Today's blog is authored by Josipa Roksa, assistant professor at the University of Virginia
Once again, transfer articulation policies are in the news, being touted as a viable solution to the problem of low transfer rates between 2-year and 4-year colleges.
Articulation policies sound like a good idea, but there are a few pieces of empirical evidence that should give us pause. Consider the following questions:
(1) Do states with articulation policies (and particularly those with more comprehensive articulation policies) have higher transfer rates?
According to at least three recent studies, the answer is no.
For example, see:
Gregory M. Anderson, Jeffrey C. Sun, and Mariana Alfonso Anderson, “Effectiveness of Statewide Articulation Agreements on the Probability of Transfer: A Preliminary Policy Analysis” The Review of Higher Education, 29 no 3 (2006).
Betheny Gross and Dan Goldhaber, “Community College Transfer and Articulation Policies: Looking Beneath the Surface.” Working paper # 2009_1R. University of Washington Bothell: Center on Reinventing Public Education (April 2009)
Josipa Roksa, “Building Bridges for Student Success: Are Higher Education Articulation Policies Effective?,” Teachers College Record 111 (2009).
(2) Do states with articulation policies have higher bachelor’s degree completion rates, shorter time-to-degree, and/or less “wasted” credits among their transfer students?
The answer, again, is no.
Josipa Roksa, and Bruce Keith,“Credits, Time, and Attainment: Articulation Policies and Success after Transfer,” Educational Evaluation and Policy Analysis 30 (2008).
(3) How many credits do four-year entrants earn on their path toward a bachelor’s degree?
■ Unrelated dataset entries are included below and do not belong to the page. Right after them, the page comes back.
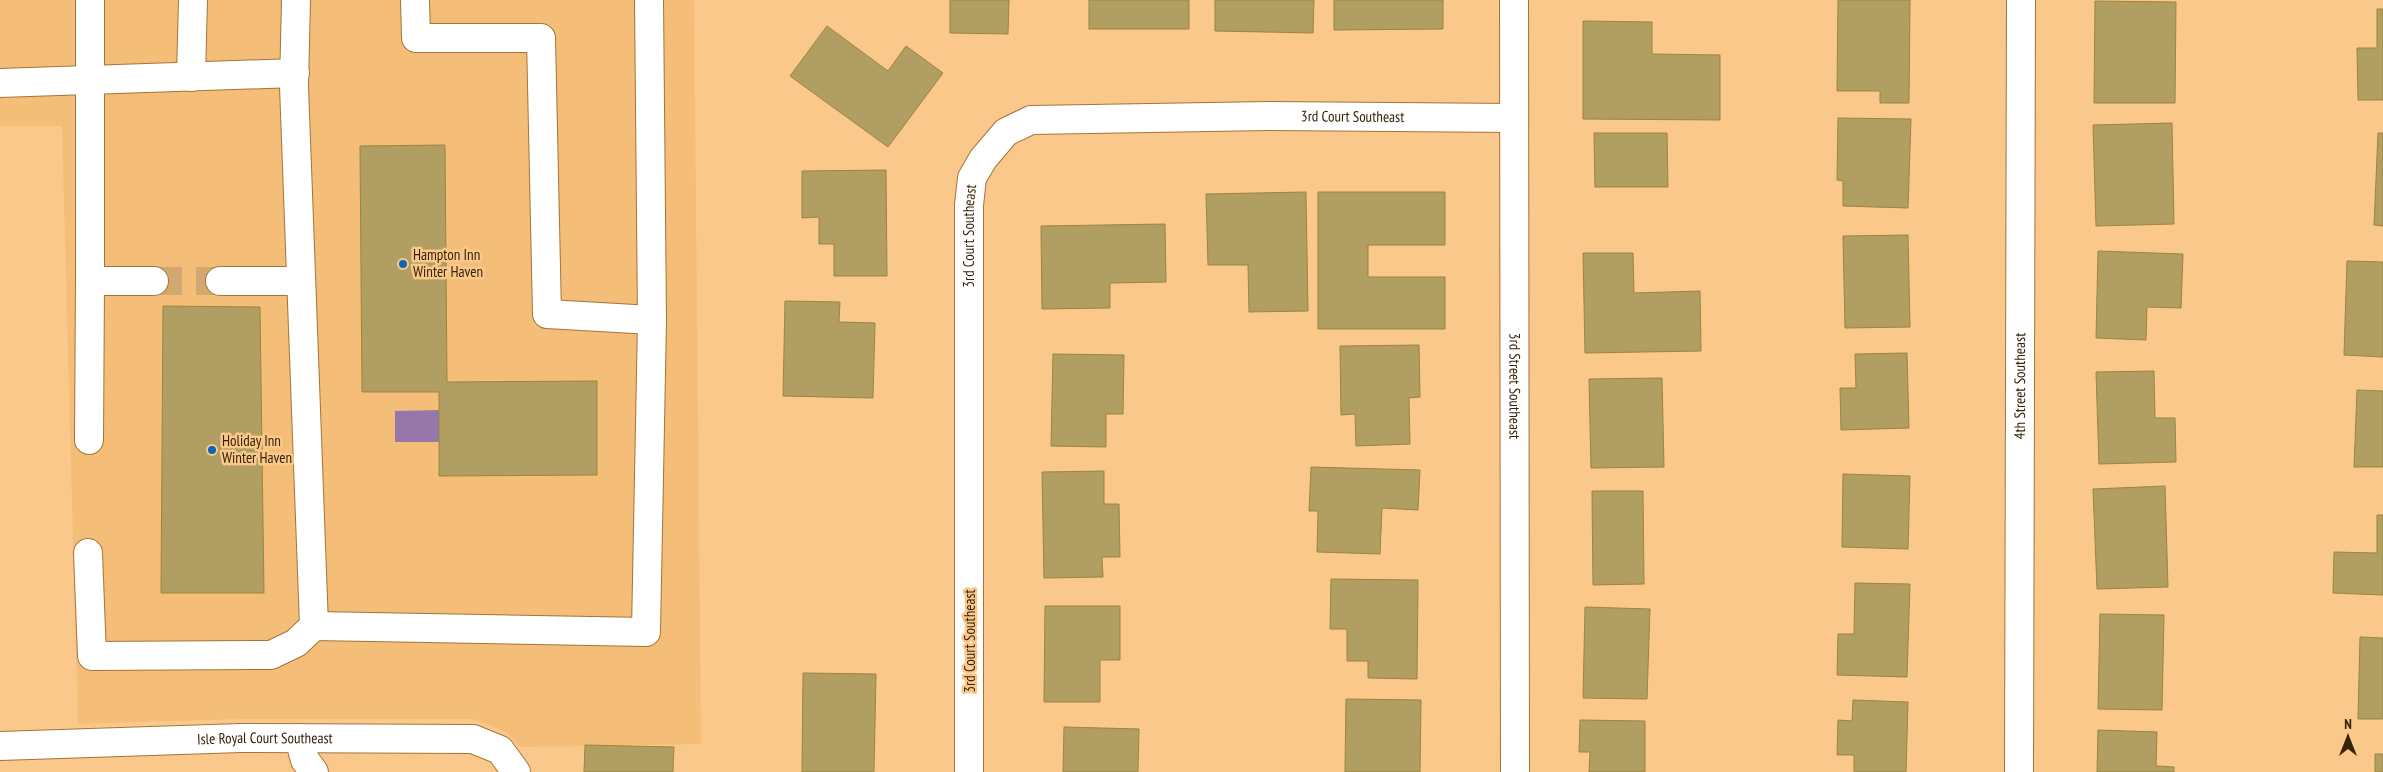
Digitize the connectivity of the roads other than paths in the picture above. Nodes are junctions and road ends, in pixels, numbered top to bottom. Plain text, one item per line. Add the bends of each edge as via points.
1 (90, 0) edge
2 (193, 0) edge
3 (296, 0) edge
4 (415, 0) edge
5 (649, 0) edge
6 (1514, 0) edge
7 (2021, 0) edge
8 (295, 73) junction
9 (191, 77) junction
10 (90, 81) junction
11 (0, 83) edge
12 (1514, 118) junction
13 (90, 281) junction
14 (154, 281) tunnel mouth
15 (220, 281) tunnel mouth
16 (301, 281) junction
17 (652, 320) junction
18 (89, 440) dead end
19 (88, 553) dead end
20 (314, 626) junction
21 (299, 738) junction
22 (0, 746) edge
23 (314, 772) edge
24 (516, 772) edge
25 (969, 772) edge
26 (1515, 772) edge
27 (2019, 772) edge

1 - 10 street
2 - 9 street
3 - 8 street
4 - 17 street via 416,38 541,38 547,314
5 - 17 street
6 - 12 street, 3rd Street Southeast
7 - 27 street, 4th Street Southeast
8 - 9 street
8 - 16 street
9 - 10 street
10 - 11 street
10 - 13 street
12 - 25 street, 3rd Court Southeast via 1269,116 1031,120 1006,132 972,178 969,205
12 - 26 street, 3rd Street Southeast
13 - 14 street
13 - 18 street
15 - 16 street
16 - 20 street
17 - 20 street via 646,632
19 - 20 street via 92,656 271,655 296,643
21 - 22 street, Isle Royal Court Southeast
21 - 23 street
21 - 24 street, Isle Royal Court Southeast via 473,739 500,750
Community college transfers are not the only ones earning 140 credits. A recent report noted that students who transferred from community colleges to the California State University (CSU) system graduated with an average of 141 credits. And how many credits did students who began in the CSU system graduate with? 142!! The situation is only slightly better in Florida: Associate of Arts (AA) transfers completed 137 credits before graduation while native four-year students averaged approximately 133 credits. Similar patterns are observed in national data: students starting in four-year institutions (and even those who attend only one four-year institution) earn more (and often many more) than 120 credits.
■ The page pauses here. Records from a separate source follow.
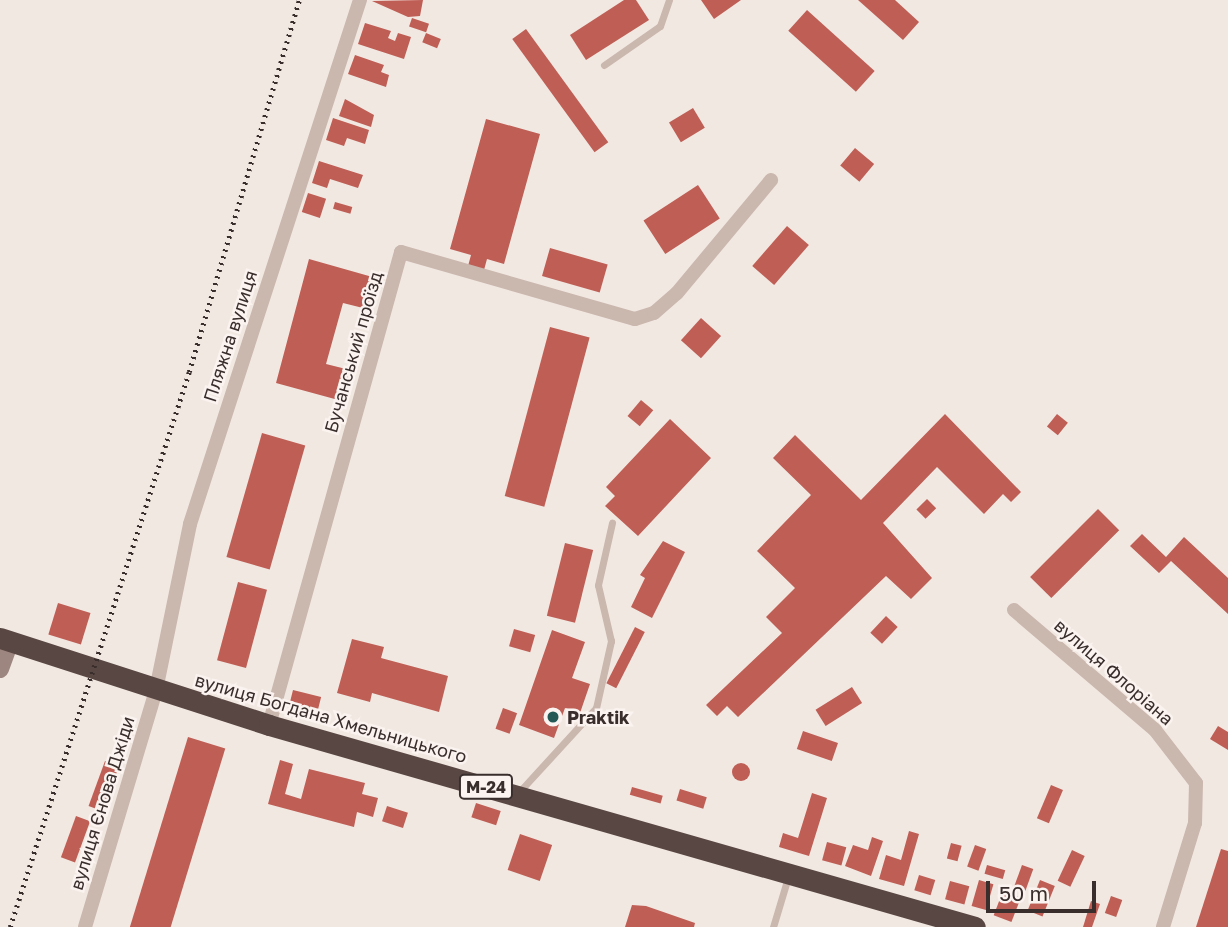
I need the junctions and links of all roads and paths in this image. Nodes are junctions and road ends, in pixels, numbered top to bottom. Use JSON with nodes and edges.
{"nodes":[{"id":1,"x":360,"y":0,"type":"edge"},
{"id":2,"x":669,"y":0,"type":"edge"},
{"id":3,"x":604,"y":65,"type":"dead end"},
{"id":4,"x":771,"y":180,"type":"dead end"},
{"id":5,"x":612,"y":523,"type":"dead end"},
{"id":6,"x":1014,"y":610,"type":"dead end"},
{"id":7,"x":5,"y":640,"type":"edge"},
{"id":8,"x":0,"y":669,"type":"edge"},
{"id":9,"x":156,"y":690,"type":"junction"},
{"id":10,"x":270,"y":725,"type":"junction"},
{"id":11,"x":516,"y":795,"type":"junction"},
{"id":12,"x":789,"y":874,"type":"junction"},
{"id":13,"x":85,"y":927,"type":"edge"},
{"id":14,"x":773,"y":927,"type":"edge"},
{"id":15,"x":975,"y":927,"type":"edge"},
{"id":16,"x":1163,"y":927,"type":"edge"}],
"edges":[{"from":1,"to":9,"type":"street","name":"Пляжна вулиця"},
{"from":2,"to":3,"type":"lane"},
{"from":4,"to":10,"type":"street","name":"Бучанський проїзд"},
{"from":5,"to":11,"type":"lane"},
{"from":6,"to":16,"type":"street","name":"вулиця Флоріана"},
{"from":7,"to":8,"type":"street"},
{"from":7,"to":9,"type":"highway","name":"вулиця Богдана Хмельницького","number":"М-24"},
{"from":9,"to":10,"type":"highway","name":"вулиця Богдана Хмельницького","number":"М-24"},
{"from":9,"to":13,"type":"street","name":"вулиця Єнова Джіди"},
{"from":10,"to":11,"type":"highway","name":"вулиця Богдана Хмельницького","number":"М-24"},
{"from":11,"to":12,"type":"highway","name":"вулиця Богдана Хмельницького","number":"М-24"},
{"from":12,"to":14,"type":"lane"},
{"from":12,"to":15,"type":"highway","name":"вулиця Богдана Хмельницького","number":"М-24"}]}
In conclusion: yes, low transfer rates are a problem, but there is no empirical evidence to suggest that articulation policies are the solution. This does not mean that we should not work on streamlining credit accumulation, or that the transfer process should not be more transparent and consistent. But it does mean that relying on articulation policies to increase bachelor’s degree attainment or improve efficiency in higher education is more hopeful than realistic.